The Canadian stock market fell 10.1% in the fourth quarter with the deepest losses taking place in December and resulting in one of the worst quarters in the past decade. The defensive industry sectors, including Consumer Staples, Utilities, Materials and Communication Services all did relatively well in the quarter. The cyclical growth stocks that had outperformed in the first half of 2018 were the hardest hit in the fourth quarter. The Energy sector was the worst performing sector, down 17.3%, despite government mandated production cuts to try to help shore up prices. The Canadian market was down 8.9% for the year.

The U.S. S&P 500 index returned -9.0 % in the fourth quarter (in Canadian dollars) and is up 4.0% in the past twelve months. Sector returns in Energy, Info Technology and Industrials were all weak in the fourth quarter. Most non-North American stock markets were also weak with the MSCI All World Index down 8.1% in the fourth quarter and down 1.0% for the year. Global stocks were negatively influenced by a number of factors including global trade friction, Brexit, the U.S.-China trade war and concerns around slowing global growth. Emerging Markets (-2.2%), Japan and Europe all experienced negative returns in the fourth quarter and for the year.

The Canadian bond market returned 1.8% in the fourth quarter of 2018 with a one-year return of just 1.4%. The strongest bond sectors in this quarter were Federal Government Bonds (2.8%) and Mid-Term Bonds (2.4%).

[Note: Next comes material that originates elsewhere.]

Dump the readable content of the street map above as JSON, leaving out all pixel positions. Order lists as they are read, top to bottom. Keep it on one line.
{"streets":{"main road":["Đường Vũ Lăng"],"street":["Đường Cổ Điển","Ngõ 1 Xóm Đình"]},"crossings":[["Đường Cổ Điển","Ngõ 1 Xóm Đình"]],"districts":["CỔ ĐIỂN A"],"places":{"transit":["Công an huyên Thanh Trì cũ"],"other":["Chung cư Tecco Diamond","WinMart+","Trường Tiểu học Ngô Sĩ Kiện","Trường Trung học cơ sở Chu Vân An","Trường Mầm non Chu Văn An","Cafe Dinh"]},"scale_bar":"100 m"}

The Bank of Canada increased its main policy rate again by 0.25% to 1.75% in October, 2018 which is now the highest rate in almost ten years. Bond yields fell in the fourth quarter in response to growing concerns over global and Canadian growth decelerating. The U.S. Federal Reserve also raised interest rates by 0.25% in December in response to their continuing strong economic growth and concerns of rising inflation.